Gazete sahibi-iktidar ilişkisinde, gazete sahip ve yöneticileri âbât da olur, berbat da... Denge kurulması çok zor.
Ta Adnan Menderes zamanında iktidarların basın-yayın organları sahipleriyle ilişkileri inişli çıkışlıdır. Muhalefet de, iktidar da kendi gazetelerini çıkardıkları gibi, iktidar, kendilerine destek verenlere, kâğıt tahsisinden tutun, ilân imkânına kadar pek çok kolaylıklar sağlamıştır.
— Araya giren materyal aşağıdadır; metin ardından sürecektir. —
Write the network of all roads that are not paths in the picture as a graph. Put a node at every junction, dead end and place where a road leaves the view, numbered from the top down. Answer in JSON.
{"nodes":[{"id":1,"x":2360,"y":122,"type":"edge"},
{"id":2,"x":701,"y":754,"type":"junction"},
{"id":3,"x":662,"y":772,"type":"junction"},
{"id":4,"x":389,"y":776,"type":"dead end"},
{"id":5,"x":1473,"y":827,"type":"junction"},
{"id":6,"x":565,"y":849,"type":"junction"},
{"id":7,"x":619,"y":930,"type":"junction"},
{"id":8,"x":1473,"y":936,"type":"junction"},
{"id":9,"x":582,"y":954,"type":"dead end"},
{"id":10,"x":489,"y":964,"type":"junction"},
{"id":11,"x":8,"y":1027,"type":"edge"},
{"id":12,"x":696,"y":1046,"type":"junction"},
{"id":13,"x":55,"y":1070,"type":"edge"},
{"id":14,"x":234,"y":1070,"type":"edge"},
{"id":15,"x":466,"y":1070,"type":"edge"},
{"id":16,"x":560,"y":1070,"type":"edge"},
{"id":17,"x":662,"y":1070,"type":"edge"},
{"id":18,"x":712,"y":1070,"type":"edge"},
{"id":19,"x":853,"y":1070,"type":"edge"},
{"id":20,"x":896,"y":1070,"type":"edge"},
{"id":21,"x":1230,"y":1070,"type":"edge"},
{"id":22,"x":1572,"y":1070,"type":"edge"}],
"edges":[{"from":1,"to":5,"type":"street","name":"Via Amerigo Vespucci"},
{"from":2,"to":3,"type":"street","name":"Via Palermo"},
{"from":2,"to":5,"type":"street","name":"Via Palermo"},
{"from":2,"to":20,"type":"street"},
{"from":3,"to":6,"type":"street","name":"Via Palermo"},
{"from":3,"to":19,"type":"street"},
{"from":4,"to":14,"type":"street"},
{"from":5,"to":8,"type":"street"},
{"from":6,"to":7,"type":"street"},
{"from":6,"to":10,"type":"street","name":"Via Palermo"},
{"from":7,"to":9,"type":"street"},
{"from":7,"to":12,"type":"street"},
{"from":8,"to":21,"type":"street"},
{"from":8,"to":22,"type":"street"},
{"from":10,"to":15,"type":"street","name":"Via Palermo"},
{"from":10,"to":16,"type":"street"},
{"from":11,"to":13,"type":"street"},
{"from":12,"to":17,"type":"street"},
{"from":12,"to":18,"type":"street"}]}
Ama geldiğimiz yer belli... Allah esirgesin... Hâlâ o dönem ve sonrasındaki sızıları içimizde.
Ahbap çavuş ilişkileriyle devlet yönetilemez. Gazete patronları, her zaman mesafeyi korumalıdırlar; ama, devleti yönetenler patronları zorda bırakmamalıdırlar.
Muharrem İnce'nin 10 Mayıs 2016'ta gazetenin en yetkiliyse yaptığı görüşmesinde bir söz dikkat çekici. M. İnce yetkiliye: "Meral hanımın çıkışının siyaseti hareketlendirdiğini bunun arkasından CHP'de de değişimin önünün açılacağını bunun bir fırsat olduğunu, bu fırsatı iyi kullanırsak Başkanlığın önünün tıkanacağını ve vakit geçirmeden bu projeye destek olunması gerektiğini" söylemiş.
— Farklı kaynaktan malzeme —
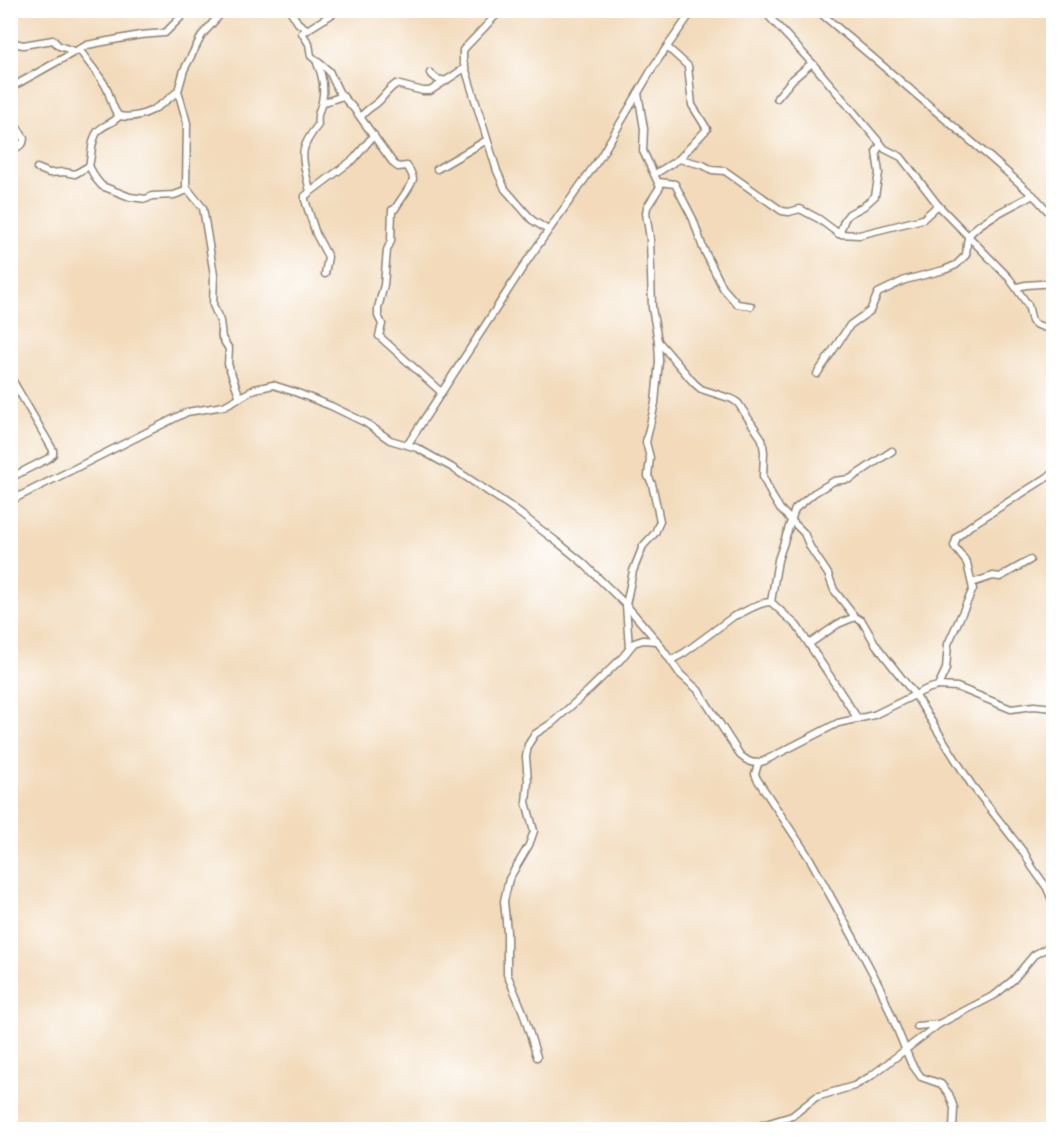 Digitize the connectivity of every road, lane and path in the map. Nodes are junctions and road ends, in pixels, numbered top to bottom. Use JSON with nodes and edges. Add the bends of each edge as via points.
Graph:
{"nodes":[{"id":1,"x":188,"y":10,"type":"edge"},
{"id":2,"x":225,"y":10,"type":"edge"},
{"id":3,"x":290,"y":10,"type":"edge"},
{"id":4,"x":339,"y":10,"type":"edge"},
{"id":5,"x":501,"y":10,"type":"edge"},
{"id":6,"x":693,"y":10,"type":"edge"},
{"id":7,"x":763,"y":10,"type":"edge"},
{"id":8,"x":817,"y":10,"type":"edge"},
{"id":9,"x":308,"y":30,"type":"junction"},
{"id":10,"x":10,"y":42,"type":"edge"},
{"id":11,"x":667,"y":47,"type":"junction"},
{"id":12,"x":77,"y":50,"type":"junction"},
{"id":13,"x":317,"y":62,"type":"junction"},
{"id":14,"x":812,"y":63,"type":"junction"},
{"id":15,"x":465,"y":68,"type":"junction"},
{"id":16,"x":430,"y":73,"type":"dead end"},
{"id":17,"x":446,"y":81,"type":"junction"},
{"id":18,"x":10,"y":88,"type":"edge"},
{"id":19,"x":178,"y":91,"type":"junction"},
{"id":20,"x":638,"y":93,"type":"junction"},
{"id":21,"x":343,"y":96,"type":"junction"},
{"id":22,"x":777,"y":98,"type":"dead end"},
{"id":23,"x":322,"y":103,"type":"junction"},
{"id":24,"x":10,"y":116,"type":"edge"},
{"id":25,"x":119,"y":116,"type":"junction"},
{"id":26,"x":361,"y":117,"type":"junction"},
{"id":27,"x":374,"y":135,"type":"junction"},
{"id":28,"x":487,"y":140,"type":"junction"},
{"id":29,"x":881,"y":144,"type":"junction"},
{"id":30,"x":10,"y":153,"type":"edge"},
{"id":31,"x":679,"y":159,"type":"junction"},
{"id":32,"x":89,"y":166,"type":"junction"},
{"id":33,"x":37,"y":168,"type":"dead end"},
{"id":34,"x":437,"y":169,"type":"dead end"},
{"id":35,"x":655,"y":174,"type":"junction"},
{"id":36,"x":659,"y":182,"type":"junction"},
{"id":37,"x":188,"y":190,"type":"junction"},
{"id":38,"x":310,"y":192,"type":"junction"},
{"id":39,"x":1033,"y":195,"type":"junction"},
{"id":40,"x":936,"y":208,"type":"junction"},
{"id":41,"x":1053,"y":218,"type":"edge"},
{"id":42,"x":548,"y":230,"type":"junction"},
{"id":43,"x":839,"y":234,"type":"junction"},
{"id":44,"x":969,"y":236,"type":"junction"},
{"id":45,"x":325,"y":274,"type":"dead end"},
{"id":46,"x":1053,"y":283,"type":"edge"},
{"id":47,"x":1017,"y":288,"type":"junction"},
{"id":48,"x":750,"y":306,"type":"dead end"},
{"id":49,"x":1053,"y":331,"type":"edge"},
{"id":50,"x":658,"y":341,"type":"junction"},
{"id":51,"x":817,"y":374,"type":"dead end"},
{"id":52,"x":10,"y":376,"type":"edge"},
{"id":53,"x":441,"y":392,"type":"junction"},
{"id":54,"x":240,"y":398,"type":"junction"},
{"id":55,"x":408,"y":444,"type":"junction"},
{"id":56,"x":892,"y":451,"type":"dead end"},
{"id":57,"x":1053,"y":473,"type":"edge"},
{"id":58,"x":10,"y":478,"type":"edge"},
{"id":59,"x":10,"y":501,"type":"edge"},
{"id":60,"x":791,"y":519,"type":"junction"},
{"id":61,"x":1030,"y":560,"type":"dead end"},
{"id":62,"x":972,"y":583,"type":"junction"},
{"id":63,"x":771,"y":602,"type":"junction"},
{"id":64,"x":626,"y":605,"type":"junction"},
{"id":65,"x":855,"y":617,"type":"junction"},
{"id":66,"x":657,"y":641,"type":"junction"},
{"id":67,"x":809,"y":644,"type":"junction"},
{"id":68,"x":629,"y":648,"type":"junction"},
{"id":69,"x":671,"y":660,"type":"junction"},
{"id":70,"x":938,"y":686,"type":"junction"},
{"id":71,"x":915,"y":694,"type":"junction"},
{"id":72,"x":1053,"y":708,"type":"edge"},
{"id":73,"x":858,"y":718,"type":"junction"},
{"id":74,"x":758,"y":764,"type":"junction"},
{"id":75,"x":1053,"y":909,"type":"edge"},
{"id":76,"x":1053,"y":944,"type":"edge"},
{"id":77,"x":939,"y":1024,"type":"junction"},
{"id":78,"x":917,"y":1026,"type":"dead end"},
{"id":79,"x":906,"y":1049,"type":"junction"},
{"id":80,"x":537,"y":1057,"type":"dead end"},
{"id":81,"x":746,"y":1130,"type":"edge"},
{"id":82,"x":953,"y":1130,"type":"edge"}],
"edges":[{"from":1,"to":12,"type":"street","via":[[165,33]]},
{"from":2,"to":19,"type":"street","via":[[202,35]]},
{"from":3,"to":9,"type":"street"},
{"from":4,"to":9,"type":"street"},
{"from":5,"to":15,"type":"street","via":[[463,50]]},
{"from":6,"to":11,"type":"street"},
{"from":7,"to":14,"type":"street"},
{"from":8,"to":39,"type":"street"},
{"from":9,"to":13,"type":"street","via":[[302,33]]},
{"from":10,"to":12,"type":"street","via":[[23,45],[53,39],[61,47]]},
{"from":11,"to":20,"type":"street"},
{"from":11,"to":31,"type":"street","via":[[688,66],[692,105],[708,129]]},
{"from":12,"to":18,"type":"street"},
{"from":12,"to":25,"type":"street","via":[[104,83]]},
{"from":13,"to":21,"type":"street","via":[[329,71]]},
{"from":13,"to":23,"type":"street","via":[[323,83]]},
{"from":14,"to":22,"type":"street"},
{"from":14,"to":29,"type":"street"},
{"from":15,"to":17,"type":"street"},
{"from":15,"to":28,"type":"street"},
{"from":16,"to":17,"type":"street"},
{"from":17,"to":26,"type":"street","via":[[430,91],[396,84]]},
{"from":19,"to":25,"type":"street","via":[[147,113]]},
{"from":19,"to":37,"type":"street","via":[[187,123]]},
{"from":20,"to":35,"type":"street","via":[[643,152]]},
{"from":20,"to":42,"type":"street","via":[[601,156]]},
{"from":21,"to":23,"type":"street"},
{"from":21,"to":26,"type":"street"},
{"from":23,"to":38,"type":"street","via":[[316,113],[318,125],[302,152]]},
{"from":24,"to":30,"type":"street","via":[[24,138]]},
{"from":25,"to":32,"type":"street","via":[[96,135]]},
{"from":26,"to":27,"type":"street"},
{"from":27,"to":38,"type":"street","via":[[354,159]]},
{"from":27,"to":53,"type":"street","via":[[394,164],[407,166],[413,178],[392,210],[391,242],[378,308],[382,324],[379,336]]},
{"from":28,"to":34,"type":"street"},
{"from":28,"to":42,"type":"street","via":[[505,189],[532,220]]},
{"from":29,"to":40,"type":"street","via":[[901,157]]},
{"from":29,"to":43,"type":"street","via":[[876,152],[879,173],[875,196],[849,214]]},
{"from":31,"to":35,"type":"street"},
{"from":31,"to":43,"type":"street","via":[[712,171],[725,171],[782,211],[800,209]]},
{"from":32,"to":33,"type":"street","via":[[75,174],[49,173]]},
{"from":32,"to":37,"type":"street","via":[[102,186],[130,197],[146,199]]},
{"from":35,"to":36,"type":"street"},
{"from":36,"to":48,"type":"street","via":[[675,184],[723,288],[737,304]]},
{"from":36,"to":50,"type":"street","via":[[660,190],[646,213]]},
{"from":37,"to":54,"type":"street","via":[[204,214],[214,275],[213,303]]},
{"from":38,"to":45,"type":"street","via":[[305,200],[328,257]]},
{"from":39,"to":41,"type":"street"},
{"from":39,"to":44,"type":"street","via":[[990,218]]},
{"from":40,"to":43,"type":"street","via":[[923,219],[906,224],[859,235]]},
{"from":40,"to":44,"type":"street"},
{"from":42,"to":53,"type":"street"},
{"from":44,"to":47,"type":"street"},
{"from":44,"to":51,"type":"street","via":[[966,255],[956,264],[878,293],[870,311],[850,325]]},
{"from":46,"to":47,"type":"street"},
{"from":47,"to":49,"type":"street","via":[[1032,321]]},
{"from":50,"to":60,"type":"street","via":[[694,383],[738,403],[764,444],[764,481],[780,509]]},
{"from":50,"to":64,"type":"street","via":[[655,403],[646,442],[648,476],[660,521],[643,546]]},
{"from":52,"to":58,"type":"street","via":[[53,454]]},
{"from":53,"to":55,"type":"street"},
{"from":54,"to":55,"type":"street","via":[[255,389],[278,386],[366,423],[390,440]]},
{"from":54,"to":59,"type":"street","via":[[224,406],[187,412]]},
{"from":55,"to":64,"type":"street","via":[[510,506],[582,562]]},
{"from":56,"to":60,"type":"street","via":[[850,479],[834,481],[814,493],[795,509]]},
{"from":57,"to":62,"type":"street","via":[[957,537],[954,546],[967,563]]},
{"from":60,"to":63,"type":"street","via":[[778,560]]},
{"from":60,"to":65,"type":"street","via":[[804,532],[834,590]]},
{"from":61,"to":62,"type":"street","via":[[1000,577]]},
{"from":62,"to":70,"type":"street","via":[[966,607],[948,644],[946,669]]},
{"from":63,"to":67,"type":"street","via":[[797,626]]},
{"from":63,"to":69,"type":"street","via":[[734,616]]},
{"from":64,"to":66,"type":"street"},
{"from":64,"to":68,"type":"street"},
{"from":65,"to":67,"type":"street"},
{"from":65,"to":71,"type":"street","via":[[862,621]]},
{"from":66,"to":68,"type":"street","via":[[638,641]]},
{"from":66,"to":69,"type":"street"},
{"from":67,"to":73,"type":"street"},
{"from":68,"to":80,"type":"street","via":[[590,690],[535,734],[528,746],[526,802],[534,831],[509,879],[504,901],[507,974]]},
{"from":69,"to":74,"type":"street","via":[[698,690],[740,755]]},
{"from":70,"to":71,"type":"street"},
{"from":70,"to":72,"type":"street","via":[[962,688],[1011,709]]},
{"from":71,"to":73,"type":"street","via":[[881,713]]},
{"from":71,"to":75,"type":"street","via":[[971,784],[1047,888]]},
{"from":73,"to":74,"type":"street","via":[[838,723]]},
{"from":74,"to":79,"type":"street","via":[[757,779],[810,859],[859,946]]},
{"from":76,"to":77,"type":"street","via":[[1034,955],[995,995]]},
{"from":77,"to":78,"type":"street"},
{"from":77,"to":79,"type":"street"},
{"from":79,"to":81,"type":"street","via":[[854,1086],[816,1097],[792,1116]]},
{"from":79,"to":82,"type":"street","via":[[918,1074],[941,1084],[949,1094],[954,1108]]}]}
CHP içinde de Meral Akşener'in MHP'de genel başkanlık yarışına girişi bir umut. Eğer halkta bir kıpırdanma, bir yönelme olmasaydı, M. İnce, sözünü bile etmezdi. Ama gelin görün ki, -işte yukarıda söyledim, eğriye eğri doğruya doğru- Devlet Bey parti için bir umudu tepti.
MHP'de olağanüstü kongre, Ak Parti desteğiyle ortada bırakılmak istendi ama 19 Haziran'da tüzük değişikliği yapıldı ve bu değişiklik geçerli. Balgat mahallî kongrelere nasıl gidecek? Her kongre mahkemelik olur.
Balgat MHP'yi bitirdi. AKP'lilerle mi kongre toplayacak?!